WHAT IS REQUIRED: Reproduce the entries verbatim; no pictures.

(Dataset entries)
+-------+

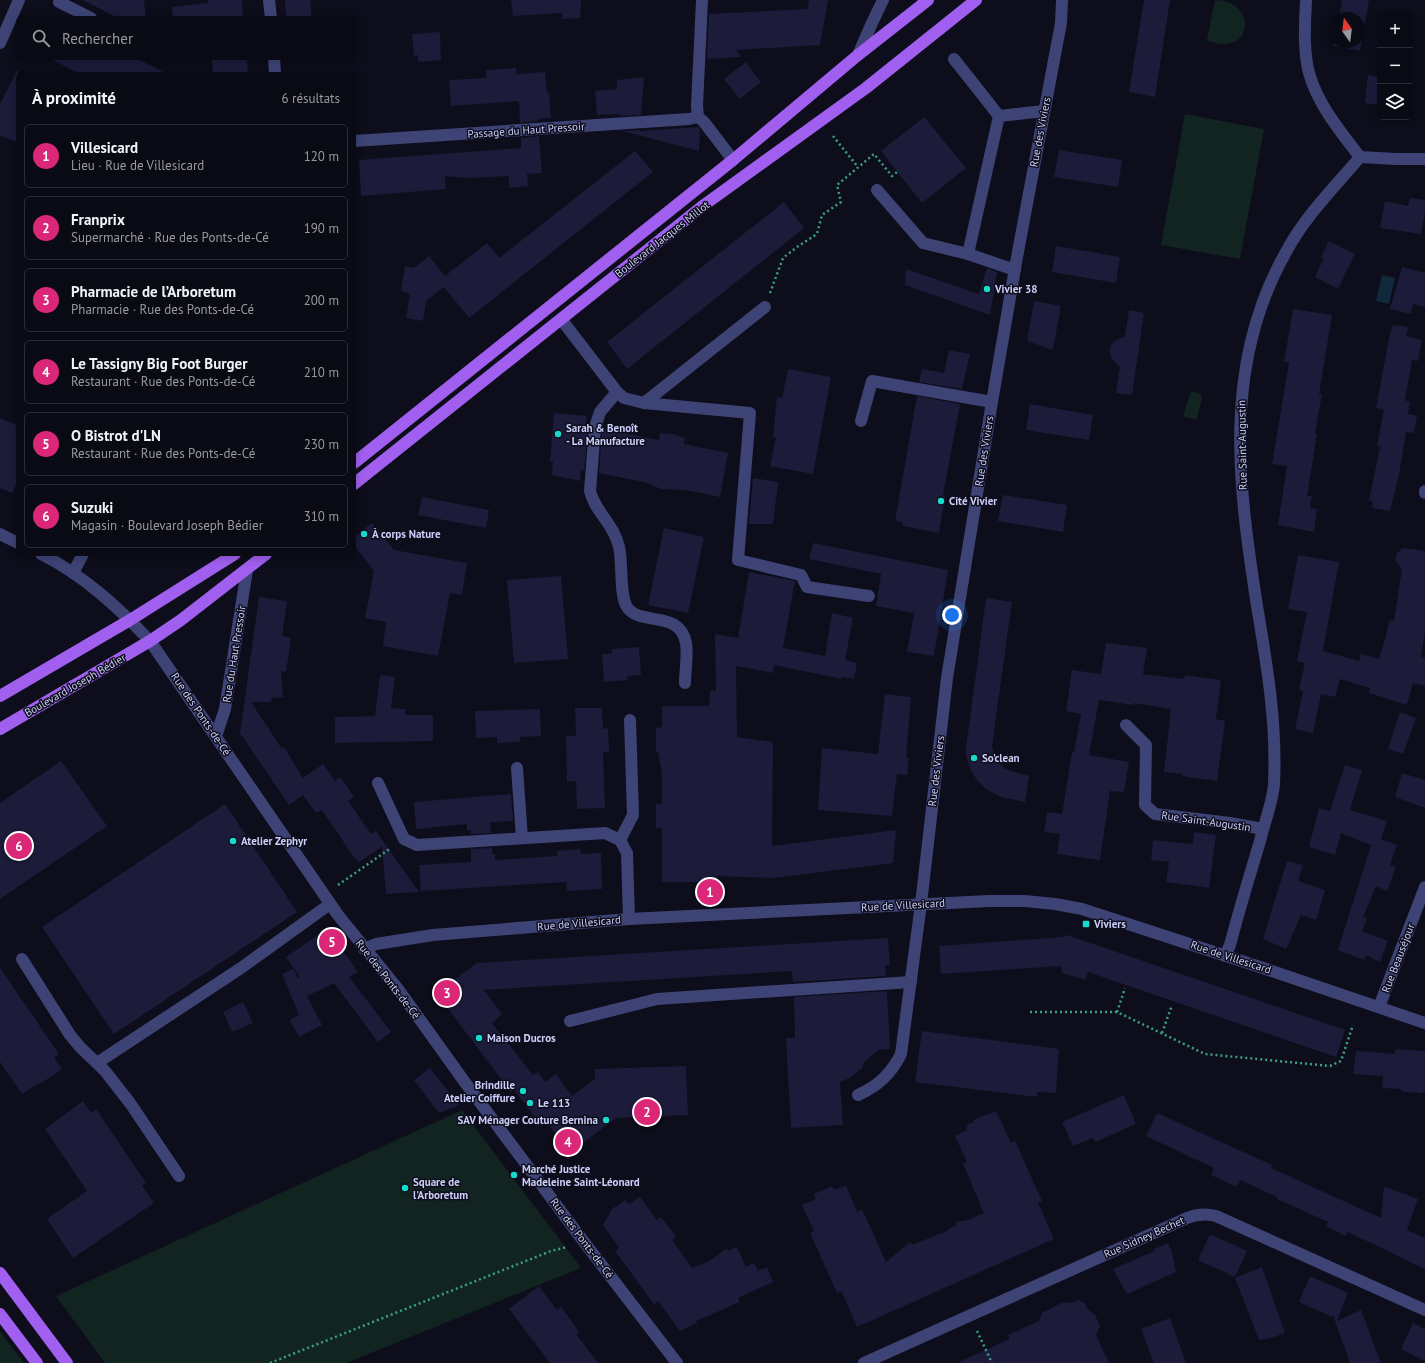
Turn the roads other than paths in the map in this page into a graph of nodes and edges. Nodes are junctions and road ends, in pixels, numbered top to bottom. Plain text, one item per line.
1 (19, 0) edge
2 (269, 0) edge
3 (702, 0) edge
4 (883, 0) edge
5 (928, 0) edge
6 (976, 0) edge
7 (1062, 0) edge
8 (1306, 0) edge
9 (59, 2) dead end
10 (87, 16) edge
11 (271, 16) edge
12 (0, 43) edge
13 (858, 55) junction
14 (954, 59) dead end
15 (274, 60) edge
16 (276, 72) edge
17 (1044, 111) junction
18 (999, 116) junction
19 (698, 117) junction
20 (356, 141) edge
21 (1360, 157) junction
22 (1425, 159) edge
23 (733, 160) junction
24 (877, 190) dead end
25 (968, 254) junction
26 (1015, 270) junction
27 (765, 307) road end
28 (561, 319) junction
29 (617, 392) junction
30 (992, 402) junction
31 (644, 403) junction
32 (861, 421) dead end
33 (356, 461) edge
34 (356, 482) edge
35 (0, 534) edge
36 (16, 542) edge
37 (44, 556) edge
38 (82, 556) edge
39 (232, 556) edge
40 (264, 556) edge
41 (247, 570) junction
42 (73, 574) junction
43 (869, 596) dead end
44 (130, 620) junction
45 (150, 641) junction
46 (685, 683) dead end
47 (0, 696) edge
48 (630, 720) dead end
49 (1126, 725) dead end
50 (0, 729) edge
51 (216, 736) junction
52 (517, 768) dead end
53 (378, 783) dead end
54 (1263, 829) junction
55 (522, 838) junction
56 (620, 840) junction
57 (1425, 887) edge
58 (330, 904) junction
59 (921, 904) junction
60 (630, 919) junction
61 (364, 949) junction
62 (1225, 956) junction
63 (22, 959) dead end
64 (911, 982) junction
65 (1379, 1007) junction
66 (570, 1021) dead end
67 (1425, 1023) edge
68 (97, 1063) junction
69 (858, 1095) dead end
70 (179, 1176) dead end
71 (0, 1273) edge
72 (1425, 1310) edge
73 (0, 1314) edge
74 (37, 1363) edge
75 (67, 1363) edge
76 (677, 1363) edge
77 (864, 1363) edge

1 - 12 street
2 - 11 street
3 - 19 street
4 - 13 street, Boulevard Jacques Millot
5 - 13 main road, Boulevard Jacques Millot
6 - 28 main road, Boulevard Jacques Millot
7 - 17 street, Rue des Viviers
8 - 21 street
9 - 10 street
13 - 23 main road, Boulevard Jacques Millot
14 - 18 street
15 - 16 street
17 - 18 street
17 - 26 street, Rue des Viviers
18 - 25 street
19 - 20 street, Passage du Haut Pressoir
19 - 23 street
21 - 22 street
21 - 54 street, Rue Saint-Augustin
23 - 33 main road, Boulevard Jacques Millot
24 - 25 street
25 - 26 street
26 - 30 street, Rue des Viviers
27 - 31 street
28 - 29 street
28 - 34 main road, Boulevard Jacques Millot
29 - 31 street
29 - 46 street
30 - 32 street
30 - 59 street, Rue des Viviers
31 - 43 street
35 - 36 street
37 - 42 street, Rue des Ponts-de-Cé
38 - 42 street
39 - 44 main road
40 - 41 main road
41 - 45 main road
41 - 51 street, Rue du Haut Pressoir
42 - 44 street, Rue des Ponts-de-Cé
44 - 45 street, Rue des Ponts-de-Cé
44 - 47 main road
45 - 50 main road, Boulevard Joseph Bédier
45 - 51 street, Rue des Ponts-de-Cé
48 - 56 street
49 - 54 street, Rue Saint-Augustin
51 - 58 street, Rue des Ponts-de-Cé
52 - 55 street
53 - 55 street
54 - 62 street, Rue Saint-Augustin
55 - 56 street
56 - 60 street
57 - 65 street, Rue Beauséjour
58 - 61 street, Rue des Ponts-de-Cé
58 - 68 street
59 - 60 street, Rue de Villesicard
59 - 62 street, Rue de Villesicard
59 - 64 street, Rue des Viviers
60 - 61 street, Rue de Villesicard
61 - 76 street, Rue des Ponts-de-Cé
62 - 65 street, Rue de Villesicard
63 - 68 street
64 - 66 street
64 - 69 street, Rue des Viviers
65 - 67 street, Rue de Villesicard
68 - 70 street
71 - 75 main road
72 - 77 street, Rue Sidney Bechet
73 - 74 main road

+-------+

ANSWER SPACE:
Turn the roads other than paths in the map in this page into a graph of nodes and edges. Nodes are junctions and road ends, in pixels, numbered top to bottom. Plain text, one item per line.
1 (19, 0) edge
2 (269, 0) edge
3 (702, 0) edge
4 (883, 0) edge
5 (928, 0) edge
6 (976, 0) edge
7 (1062, 0) edge
8 (1306, 0) edge
9 (59, 2) dead end
10 (87, 16) edge
11 (271, 16) edge
12 (0, 43) edge
13 (858, 55) junction
14 (954, 59) dead end
15 (274, 60) edge
16 (276, 72) edge
17 (1044, 111) junction
18 (999, 116) junction
19 (698, 117) junction
20 (356, 141) edge
21 (1360, 157) junction
22 (1425, 159) edge
23 (733, 160) junction
24 (877, 190) dead end
25 (968, 254) junction
26 (1015, 270) junction
27 (765, 307) road end
28 (561, 319) junction
29 (617, 392) junction
30 (992, 402) junction
31 (644, 403) junction
32 (861, 421) dead end
33 (356, 461) edge
34 (356, 482) edge
35 (0, 534) edge
36 (16, 542) edge
37 (44, 556) edge
38 (82, 556) edge
39 (232, 556) edge
40 (264, 556) edge
41 (247, 570) junction
42 (73, 574) junction
43 (869, 596) dead end
44 (130, 620) junction
45 (150, 641) junction
46 (685, 683) dead end
47 (0, 696) edge
48 (630, 720) dead end
49 (1126, 725) dead end
50 (0, 729) edge
51 (216, 736) junction
52 (517, 768) dead end
53 (378, 783) dead end
54 (1263, 829) junction
55 (522, 838) junction
56 (620, 840) junction
57 (1425, 887) edge
58 (330, 904) junction
59 (921, 904) junction
60 (630, 919) junction
61 (364, 949) junction
62 (1225, 956) junction
63 (22, 959) dead end
64 (911, 982) junction
65 (1379, 1007) junction
66 (570, 1021) dead end
67 (1425, 1023) edge
68 (97, 1063) junction
69 (858, 1095) dead end
70 (179, 1176) dead end
71 (0, 1273) edge
72 (1425, 1310) edge
73 (0, 1314) edge
74 (37, 1363) edge
75 (67, 1363) edge
76 (677, 1363) edge
77 (864, 1363) edge

1 - 12 street
2 - 11 street
3 - 19 street
4 - 13 street, Boulevard Jacques Millot
5 - 13 main road, Boulevard Jacques Millot
6 - 28 main road, Boulevard Jacques Millot
7 - 17 street, Rue des Viviers
8 - 21 street
9 - 10 street
13 - 23 main road, Boulevard Jacques Millot
14 - 18 street
15 - 16 street
17 - 18 street
17 - 26 street, Rue des Viviers
18 - 25 street
19 - 20 street, Passage du Haut Pressoir
19 - 23 street
21 - 22 street
21 - 54 street, Rue Saint-Augustin
23 - 33 main road, Boulevard Jacques Millot
24 - 25 street
25 - 26 street
26 - 30 street, Rue des Viviers
27 - 31 street
28 - 29 street
28 - 34 main road, Boulevard Jacques Millot
29 - 31 street
29 - 46 street
30 - 32 street
30 - 59 street, Rue des Viviers
31 - 43 street
35 - 36 street
37 - 42 street, Rue des Ponts-de-Cé
38 - 42 street
39 - 44 main road
40 - 41 main road
41 - 45 main road
41 - 51 street, Rue du Haut Pressoir
42 - 44 street, Rue des Ponts-de-Cé
44 - 45 street, Rue des Ponts-de-Cé
44 - 47 main road
45 - 50 main road, Boulevard Joseph Bédier
45 - 51 street, Rue des Ponts-de-Cé
48 - 56 street
49 - 54 street, Rue Saint-Augustin
51 - 58 street, Rue des Ponts-de-Cé
52 - 55 street
53 - 55 street
54 - 62 street, Rue Saint-Augustin
55 - 56 street
56 - 60 street
57 - 65 street, Rue Beauséjour
58 - 61 street, Rue des Ponts-de-Cé
58 - 68 street
59 - 60 street, Rue de Villesicard
59 - 62 street, Rue de Villesicard
59 - 64 street, Rue des Viviers
60 - 61 street, Rue de Villesicard
61 - 76 street, Rue des Ponts-de-Cé
62 - 65 street, Rue de Villesicard
63 - 68 street
64 - 66 street
64 - 69 street, Rue des Viviers
65 - 67 street, Rue de Villesicard
68 - 70 street
71 - 75 main road
72 - 77 street, Rue Sidney Bechet
73 - 74 main road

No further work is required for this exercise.